### [Task material]
---*---
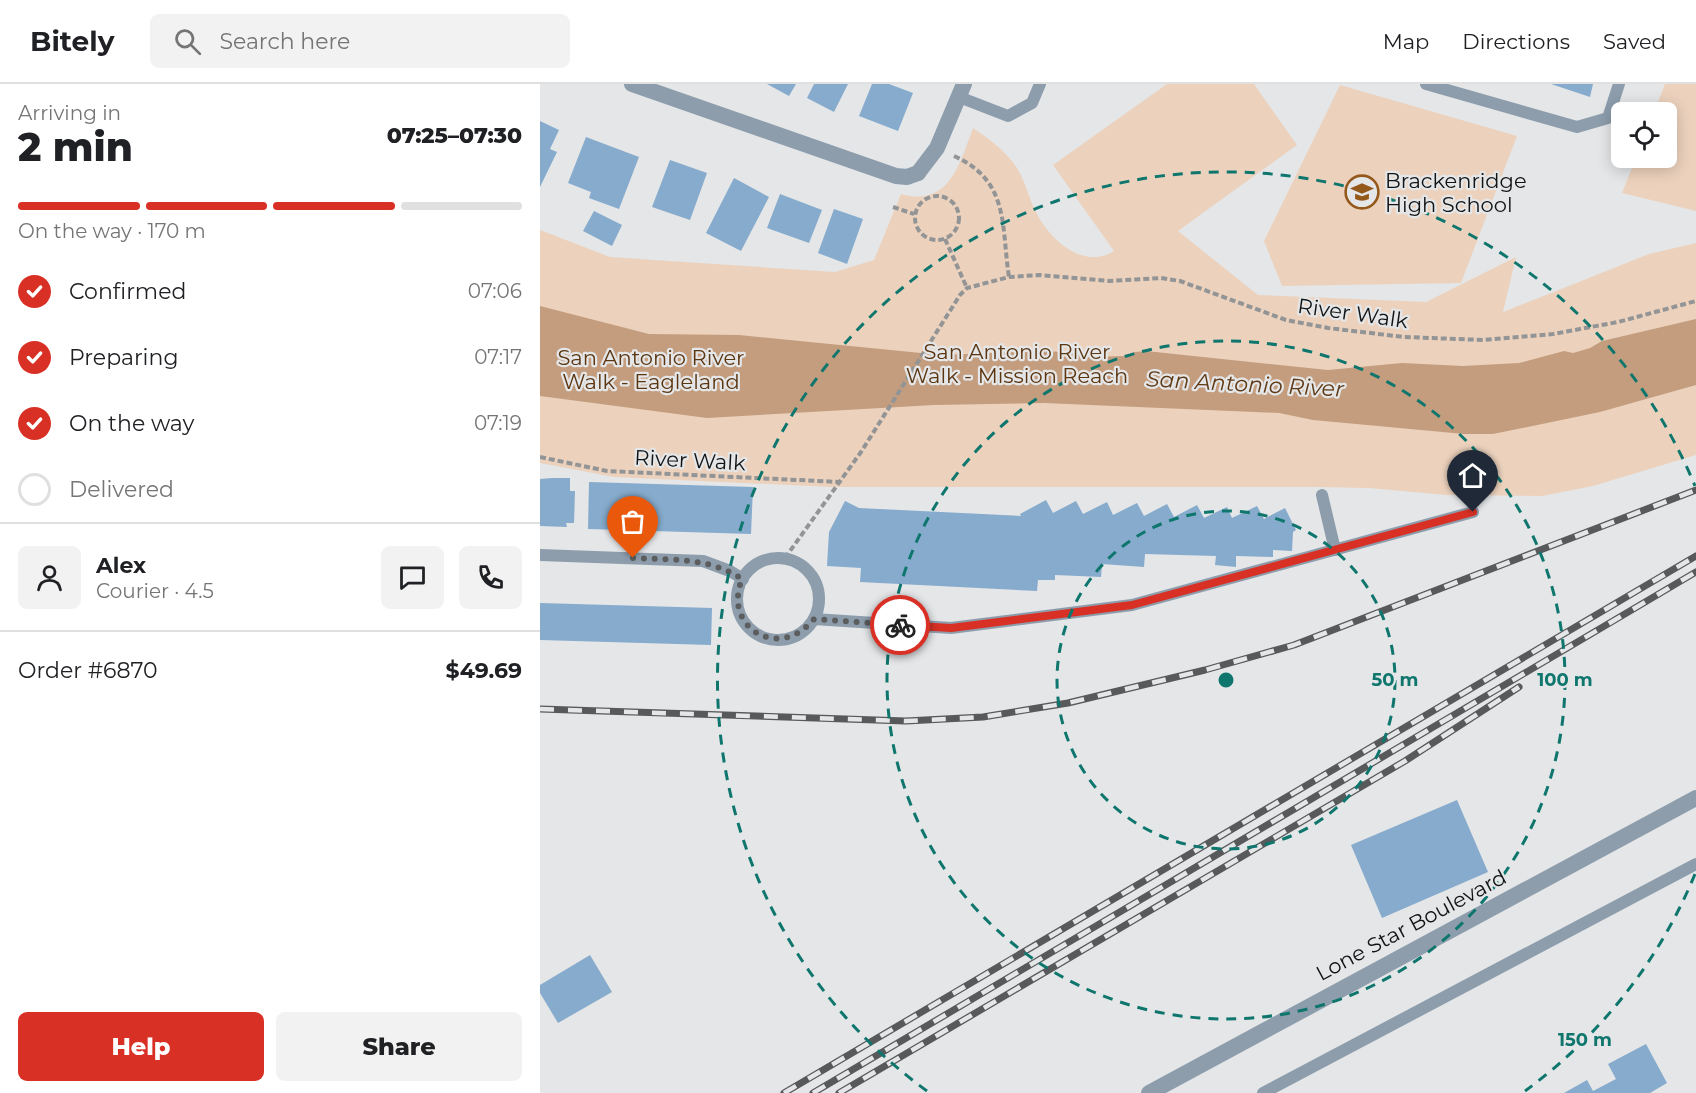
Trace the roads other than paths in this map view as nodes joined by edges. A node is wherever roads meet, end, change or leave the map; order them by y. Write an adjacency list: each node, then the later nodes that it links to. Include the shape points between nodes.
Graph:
1 (632, 84): 5 (street, via 907,177 918,173 937,148)
2 (1040, 84): 5 (lane, via 1032,103 1008,116)
3 (1426, 84): 4 (lane, via 1577,127 1608,118)
4 (1619, 84)
5 (962, 91)
6 (1322, 495): 8 (lane)
7 (1473, 512): 8 (lane)
8 (1335, 550): 11 (lane, via 1132,605 951,628)
9 (540, 555): 10 (lane, via 703,561)
10 (742, 579): 11 (lane, via 739,610 743,620 758,634 789,638); 11 (lane, via 756,564 775,558 804,566 816,581 819,601)
11 (814, 619)
12 (1696, 798): 14 (street, Lone Star Boulevard)
13 (1696, 864): 15 (lane)
14 (1149, 1093)
15 (1263, 1093)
---*---
### [What to produce]
Leaving out the pictures, output each line above exactly as it is.

### [Response to this exercise]
Trace the roads other than paths in this map view as nodes joined by edges. A node is wherever roads meet, end, change or leave the map; order them by y. Write an adjacency list: each node, then the later nodes that it links to. Include the shape points between nodes.
Graph:
1 (632, 84): 5 (street, via 907,177 918,173 937,148)
2 (1040, 84): 5 (lane, via 1032,103 1008,116)
3 (1426, 84): 4 (lane, via 1577,127 1608,118)
4 (1619, 84)
5 (962, 91)
6 (1322, 495): 8 (lane)
7 (1473, 512): 8 (lane)
8 (1335, 550): 11 (lane, via 1132,605 951,628)
9 (540, 555): 10 (lane, via 703,561)
10 (742, 579): 11 (lane, via 739,610 743,620 758,634 789,638); 11 (lane, via 756,564 775,558 804,566 816,581 819,601)
11 (814, 619)
12 (1696, 798): 14 (street, Lone Star Boulevard)
13 (1696, 864): 15 (lane)
14 (1149, 1093)
15 (1263, 1093)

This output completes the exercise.